Неожиданно у припаркованного возле обочины грузовика открылась задняя дверца и с размаху — прямо на нас. По касательной дверца зацепила Сашу Богомолову. Удар по голове, искры из глаз, ссадина. Но вроде жива. Хотя еще несколько сантиметров, и ей запросто могло бы снести голову.
Зашли в магазин, чтобы смазать ссадину йодом. Продавец был сильно взволнован. Он носился вокруг нас и причитал: «Чем я могу вам помочь?», «Чем я могу вам помочь?» Потом притащил салфетки и воду, чтобы обмыть рану. Рана была не серьезная. Но он предложил:
— Давайте оставайтесь ночевать у меня.
Я вежливо отказался и объяснил:
— Мы хотим переночевать на берегу Мертвого моря.
— Тогда давайте я вас подвезу! — обрадовался он возможности хоть чем-то помочь.

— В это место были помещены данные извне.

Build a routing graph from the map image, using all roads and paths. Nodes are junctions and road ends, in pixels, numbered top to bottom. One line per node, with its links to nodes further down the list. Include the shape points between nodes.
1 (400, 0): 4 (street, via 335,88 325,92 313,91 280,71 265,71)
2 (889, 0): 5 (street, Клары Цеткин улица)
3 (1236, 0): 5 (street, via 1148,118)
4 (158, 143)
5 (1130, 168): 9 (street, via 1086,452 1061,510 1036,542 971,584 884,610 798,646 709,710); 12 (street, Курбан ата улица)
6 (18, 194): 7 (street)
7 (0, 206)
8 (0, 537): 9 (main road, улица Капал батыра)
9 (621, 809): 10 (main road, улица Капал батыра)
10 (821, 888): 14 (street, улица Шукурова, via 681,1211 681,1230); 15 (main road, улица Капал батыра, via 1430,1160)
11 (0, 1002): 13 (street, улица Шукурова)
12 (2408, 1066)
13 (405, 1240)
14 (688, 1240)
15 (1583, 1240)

Вскоре мы уже мчались на «Мерседесе» (очевидно, доходы от магазина позволяют сводить концы с концами) по шоссе, проложенному по узкой полоске между берегом моря и Моавскими горами.
Слева в лунном свете поблескивала водная поверхность. Вдали, на израильском берегу у подножия гор Иудеи, были видны многочисленные огоньки. А на иорданском берегу никаких признаков жизни не наблюдалось — его окутывала непроницаемая темнота. Как раз такое место мы и искали. Но продавец ни в какую не хотел высаживать нас посреди дороги в полной темноте. Он отпустил нас лишь у поста возле входа в ущелье Вади Муджиб. Пока полицейские не успели нас заметить (иначе тоже будут спасать!), мы быстро развернулись в обратную сторону и пошли назад в темноту.
Если в предыдущую ночь в Петре мы ежились от холода и благодарили судьбу за возможность переночевать под крышей, то всего лишь в пятидесяти километрах оттуда, на берегу Мертвого моря было по-летнему тепло.
Высоко над нами сверкали звезды, на противоположном берегу виднелись огоньки израильских поселений. Нас обдувал мягкий бриз, и со стороны моря доносился шелест волн. А вокруг был лишь залитый лунным светом пустынный берег. Других желающих кемпинговать в этой части побережья не было. А гостиницы и современные лечебно-реабилитационные центры строятся на крайней северной оконечности моря, недалеко от впадения в него реки Иордан.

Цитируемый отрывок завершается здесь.